Ob er irgendwann auch auf Mannheim noch einen zweiten, genaueren Blick werfen wird? Er würde wohl mit offenen Armen empfangen werden. Darauf deutet die positive Energie hin, die an diesem Donnerstagabend auf dem Maimarktgelände vorherrschte. In Nutinis Musik, seiner vielseitig einsetzbaren Stimme, die mal rau, mal sanft erscheint, kann man sich verlieren. Und dieses Angebot nahmen die Zuschauer im gut besuchten Palastzelt auch dankbar an.
Hoffen auf baldiges Wiedersehen
Im Gepäck hatte Nutini Songs aus allen vier bisher erschienen Alben.
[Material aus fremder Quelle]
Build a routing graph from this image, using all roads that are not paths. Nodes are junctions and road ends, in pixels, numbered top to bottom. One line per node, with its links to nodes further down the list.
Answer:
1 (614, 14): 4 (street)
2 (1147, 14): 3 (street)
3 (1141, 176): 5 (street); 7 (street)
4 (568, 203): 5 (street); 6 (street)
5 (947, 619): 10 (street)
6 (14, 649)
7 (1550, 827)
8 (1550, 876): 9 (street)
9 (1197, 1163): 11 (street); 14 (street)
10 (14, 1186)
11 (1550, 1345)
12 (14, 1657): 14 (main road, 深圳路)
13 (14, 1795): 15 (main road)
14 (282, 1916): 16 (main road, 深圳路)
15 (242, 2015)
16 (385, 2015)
Wobei der Fokus doch stark auf „Last Night in the Bittersweet“ lag. Für viele Künstler ist live so ein Schwerpunkt auf neuem Material ja immer ein großes Risiko, will das Publikum doch am liebsten hauptsächlich die Klassiker präsentiert bekommen. Nutini ging dieses Wagnis aber ein, und das Publikum goutierte diesen Mut. Das psychedelisch angehauchte „Afterneath“ durfte die Show sogar eröffnen. „Acid Eyes“ und das grandiose „Through The Echoes“ sorgten für ebenso viel Jubel wie die alten Hits. Bei „Shine A Light“, das als großes Finale im Zugabenteil kam, wurde das Zelt in ein romantisches Licht getaucht. Und auch „Radio“, „Petrified in Love“, „Heart Filled Up“ oder „Children of the Stars“ bestanden ihren Live-Test.
Ansonsten liebte das Publikum augen- und ohrenscheinlich „Candy“ und „Iron Sky“. Auch „New Shoes“, eine ganz frühe Nummer, brachte Stimmung ins Zelt. Nach zwei Stunden entließ der Schotte sein beseeltes Publikum in die Nacht. Es ging in der Hoffnung, dass ein Wiedersehen nicht noch mal so lange auf sich warten lässt.